I have had many experiences where I have been on the receiving end of this generosity. Several times it has been because of sickness. Everyone offers their own advice on remedies to try, slips a note or get-well card under your door, or comes to check on you. Then when you finally emerge from your room it's like they haven't seen you in eons. What am I going to do when I move out and become sick???!!!

Lately, a different kind of generosity has emerged. I have been overwhelmed with all of the help Carrie and I have received as we start to piece together our lives post-Benedicta Riepp. It has come in several different forms, from prayer to offering a piece of furniture here and there, and all of it helps. A lot of it has been jaw dropping and has left me speechless, wondering what I've done to deserve all of this. All I can do is thank them, thank God, and pay it forward some day. This community is pretty amazing, and I'm reminded of that every day. I can't wait to have everyone over so they can see what they've helped us with!


Monday, July 9, 2012

Getting to Know the World

One of the things I've really been thinking about lately is that I've had the privilege of meeting so many different people this year through this community. They might be oblates of this community, family members or friends of individual sisters, or visiting guests just looking for a comfortable place to be for a little while. And they can be from virtually anywhere in the world. Whatever the case may be, it's always a pleasure getting to know each one!

For the past two weeks, we've had a sister staying with us from a religious community in Philadelphia. She is the friend of one of the sisters here. What I love is being able to see this community, live this experience, through the eyes of another. The guests seem to find the beauty in things you might never have imagined. That's exactly what she has done for me during her visit, and tomorrow morning she leaves. I didn't spend a lot of time with her while she was here, but we shared a few meals and caught up here and there on her visits to the ministries and a few local hot spots, and everything was exciting. It makes me think of my first visit. Was I in awe of this community like that? And you know what? I really think I was. Why else would I have kept coming back?

I feel like I owe the sisters for everything this year. Where else would I have met these wonderful people? Would I have even met them at all? And I thank the many guests for sharing their lives with me. I've learned just as much from them.



And in case you are unaware of how awesome the women of this community are, CLICK HERE. I make a cameo appearance for a hot second, too :)

Thursday, July 5, 2012

Happy 4th!!

How does one celebrate the 4th of July in a monastery?? Quite similar to how all of you out there might celebrate it as well. We had a picnic, played some games, community movie time, and even went out to watch some fireworks. See, I'm sure you can spot some similarities. However, I think there is something special about it here.

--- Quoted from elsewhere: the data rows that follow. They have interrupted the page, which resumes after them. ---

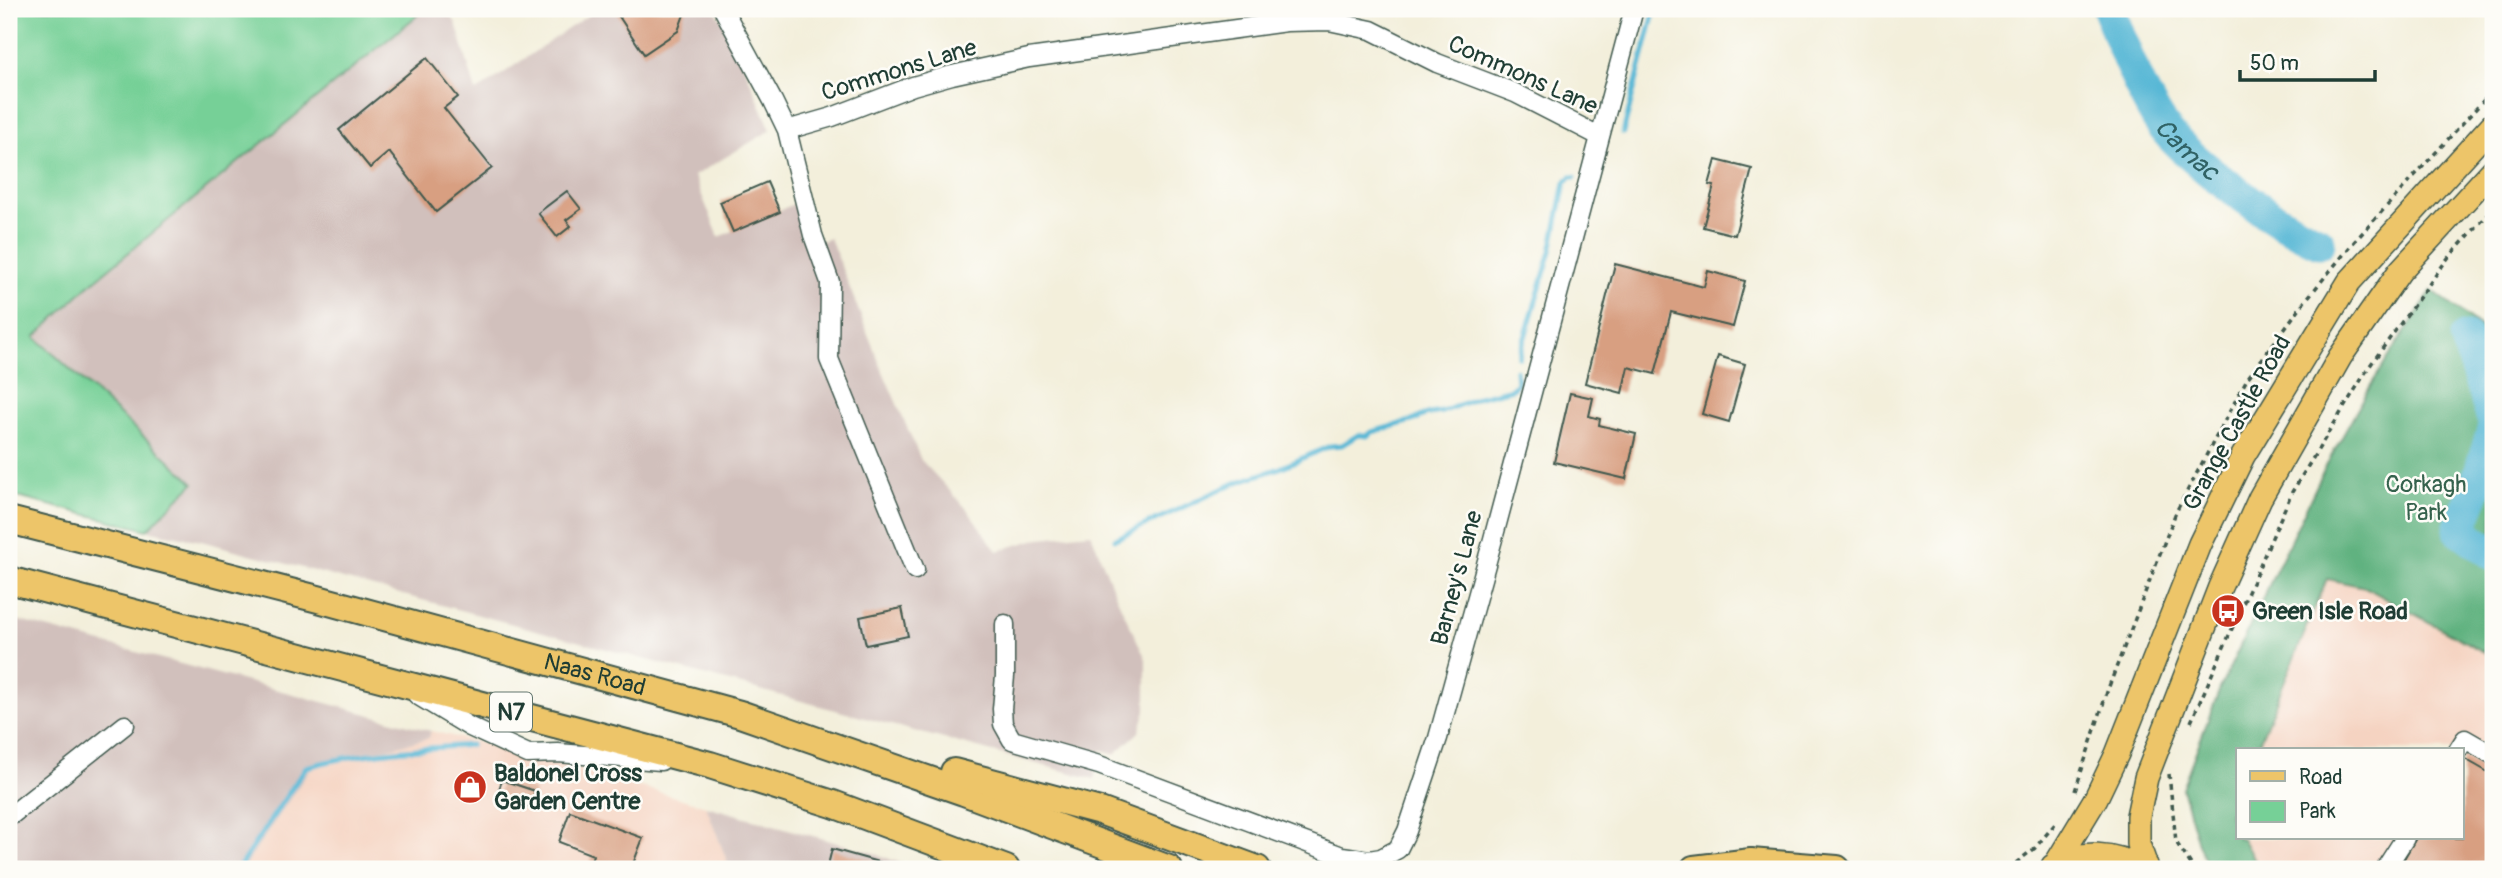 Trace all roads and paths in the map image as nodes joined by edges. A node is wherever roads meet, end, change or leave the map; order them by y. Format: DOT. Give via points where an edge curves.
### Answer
graph roads {
  1 [pos="723,9"];
  2 [pos="1634,9"];
  3 [pos="2493,124"];
  4 [pos="787,130"];
  5 [pos="1599,136"];
  6 [pos="2493,170"];
  7 [pos="2493,209"];
  8 [pos="9,520"];
  9 [pos="915,570"];
  10 [pos="9,580"];
  11 [pos="1005,624"];
  12 [pos="392,680"];
  13 [pos="740,714"];
  14 [pos="125,725"];
  15 [pos="2186,734"];
  16 [pos="2459,748"];
  17 [pos="2493,755"];
  18 [pos="710,765"];
  19 [pos="2169,772"];
  20 [pos="9,817"];
  21 [pos="2403,840"];
  22 [pos="2052,867"];
  23 [pos="1006,869"];
  24 [pos="1169,869"];
  25 [pos="1256,869"];
  26 [pos="1694,869"];
  27 [pos="1837,869"];
  28 [pos="2145,869"];
  29 [pos="2194,869"];
  30 [pos="2385,869"];
  1 -- 4 [label="street"];
  2 -- 5 [label="street, Barney's Lane"];
  3 -- 22 [label="main road, Grange Castle Road" via="2350,282 2243,456 2200,544 2117,754 2096,798"];
  4 -- 5 [label="street, Commons Lane" via="913,86 1029,58 1286,22 1329,21 1371,30 1437,63 1515,93"];
  4 -- 9 [label="street" via="813,235 830,282 830,359"];
  5 -- 11 [label="street, Barney's Lane" via="1438,738 1398,849 1369,860 1342,856 1099,765 1012,740 1003,724 1002,709"];
  6 -- 28 [label="main road, Grange Castle Road" via="2400,271 2340,357 2260,499 2220,587 2146,778 2138,817 2138,844"];
  7 -- 15 [label="path" via="2448,258 2369,367 2292,492"];
  8 -- 13 [label="highway, Naas Road / N7"];
  10 -- 12 [label="highway, N7"];
  12 -- 18 [label="highway, N7"];
  12 -- 18 [label="street" via="470,727 528,754"];
  13 -- 24 [label="highway, Naas Road / N7"];
  13 -- 25 [label="highway, N7" via="1100,811"];
  14 -- 20 [label="street"];
  16 -- 17 [label="street" via="2465,739"];
  18 -- 23 [label="highway, N7" via="833,804"];
  19 -- 29 [label="path" via="2176,842"];
  21 -- 30 [label="street"];
  22 -- 28 [label="main road, Grange Castle Road" via="2079,856 2104,855"];
  26 -- 27 [label="highway" via="1751,862"];
}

There is such an awareness of how important it is to remember how we are all connected, not just here in the states but everywhere in the world. We remember how blessed we are to have the freedoms that we do, because there are so many in the world who may never experience any of that. It is important to remember that we must not abuse this freedom and confuse it with power, both around the world and with our own citizens, especially in light of what is making headlines today (healthcare, etc.). I see a lot of things through a different lens as a result of my experiences this year. Wednesday is usually my reflection day, and even though I didn't use it the traditional way, I can say it turned out to be extremely reflective.

I did mention we went to see some fireworks with one mentor and our director. I can check off my list the experience "watching fireworks from a McDonald's parking lot" and "finally getting to use those sparklers" :) Oh, I almost forgot, out of the four of us nobody remembered to bring a fob so we were locked out at 11pm. However, after a lengthy game of charades we were finally let back in! Never a dull moment.